When a New Hampshire judge threw out chat-log evidence against an accused pedophile, he illustrated just how jumbled and confused Internet privacy law can be, writes SecurityFocus columnist Mark Rasch.
You are engaged in a chat session with some friends and colleagues, when one of them makes a witty remark or imparts a pithy bit of information. You hit CTRL-A and select the conversation, then copy it to a document that you save. Under a little-noticed decision in a New Hampshire Superior Court in late February, these actions may just land you in jail.
New Hampshire is "two-party consent state" - one of those jurisdictions that requires all parties to a conversation to consent before the conversation can be intercepted or recorded. The decision is the first of its kind to apply that standard to online chats, and the ruling is clearly supported by the text of the law. But it marks a blow to an investigative technique that has been routinely used by law enforcement, employers, ISPs and others.
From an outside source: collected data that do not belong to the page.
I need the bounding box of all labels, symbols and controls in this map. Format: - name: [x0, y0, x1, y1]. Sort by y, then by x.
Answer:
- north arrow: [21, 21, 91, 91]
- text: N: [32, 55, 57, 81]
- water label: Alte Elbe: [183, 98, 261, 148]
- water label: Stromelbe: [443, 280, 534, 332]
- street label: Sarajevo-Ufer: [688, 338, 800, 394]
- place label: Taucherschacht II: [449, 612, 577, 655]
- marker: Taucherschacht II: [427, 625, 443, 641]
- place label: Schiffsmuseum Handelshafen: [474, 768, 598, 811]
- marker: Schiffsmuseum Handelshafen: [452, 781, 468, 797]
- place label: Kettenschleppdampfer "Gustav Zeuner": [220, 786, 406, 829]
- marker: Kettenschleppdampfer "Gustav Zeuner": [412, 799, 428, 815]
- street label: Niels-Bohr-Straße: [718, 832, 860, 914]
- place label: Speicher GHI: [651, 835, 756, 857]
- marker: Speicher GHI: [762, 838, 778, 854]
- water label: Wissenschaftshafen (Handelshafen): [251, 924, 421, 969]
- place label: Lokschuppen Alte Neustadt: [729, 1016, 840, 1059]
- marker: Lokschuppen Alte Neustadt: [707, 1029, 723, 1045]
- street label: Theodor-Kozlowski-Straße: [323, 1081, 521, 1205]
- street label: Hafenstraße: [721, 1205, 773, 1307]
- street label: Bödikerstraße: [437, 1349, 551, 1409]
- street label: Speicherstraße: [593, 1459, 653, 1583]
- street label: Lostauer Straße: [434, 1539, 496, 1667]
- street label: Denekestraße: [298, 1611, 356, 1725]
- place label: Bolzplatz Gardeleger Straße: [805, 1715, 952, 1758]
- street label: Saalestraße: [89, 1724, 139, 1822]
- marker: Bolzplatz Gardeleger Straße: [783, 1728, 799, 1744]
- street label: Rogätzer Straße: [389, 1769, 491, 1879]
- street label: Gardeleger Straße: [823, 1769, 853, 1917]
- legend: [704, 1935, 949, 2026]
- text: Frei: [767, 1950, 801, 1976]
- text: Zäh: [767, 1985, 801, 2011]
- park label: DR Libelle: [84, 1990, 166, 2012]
On 22 August, 2002, as part of his official duties, Detective Frank Warchol of the Portsmouth, New Hampshire Police Department signed on to a chat room on America Online, posing as a fourteen-year-old girl. We all know what happened next. A man named Roland MacMillan also signed on to the chat room, and solicited what he believed to be the 14-year-old for sexual acts. Shortly thereafter Mr MacMillan was arrested.
Detective Warchol - in keeping with good evidentiary procedure and knowing that the record of the conversation would be important to preserve - used screen capture software to essentially make a "video" of the online chat room conversation. The software created a record of the chat session that did not previously exist. The New Hampshire detective then transferred this "recording" to another computer for both preservation and analysis by essentially copying and pasting. It was this capture and recording which was used against MacMillan in court - or, at least, was almost used.
Before trial, Mr MacMillan's attorney filed a motion in limine to suppress the results of the recorded conversation as a violation of the New Hampshire wiretap statute. You see, New Hampshire law makes it illegal to engage in "the aural or other acquisition of, or the recording of, the contents of any telecommunication or oral communication through the use of an electronic, mechanical, or other device" without consent. MacMillan's attorney argued that the making of the recording violated this statute.
While the US federal wiretap law, the UK Regulation of Investigatory Powers statute, and many US state laws provide a similar definitions of "interception" and unlawful interception, the New Hampshire statute requires that the recording of the conversation be made with the consent of all parties of the conversation - not just one of the parties. Thus, the New Hampshire judge had to decide, essentially, two questions: did the Detective make a "recording" of an electronic communication, and was this done without the consent of one of the parties? The answer to both of these questions was, yes.
On 23 February, Rockingham County Superior Court Judge Robert Morrill ruled that the results of the copy and paste were an unlawful wiretap, and that they could not be admitted into evidence. He could have gone further and found that the policeman committed a state felony by both making the initial screen capture, and again by transferring it to the other computer, and again when he "disclosed the contents" of the illegal copying either to the prosecutor or to the court.
Judge Morrill concluded: "If Detective Warchol had not taken these acts, the words of the online communication would no longer exist after the program was exited or the computer was shut down." This was not to suggest that the police could not have "captured" the communication - only that they could not have done so without either a warrant or the appropriate Attorney General approval.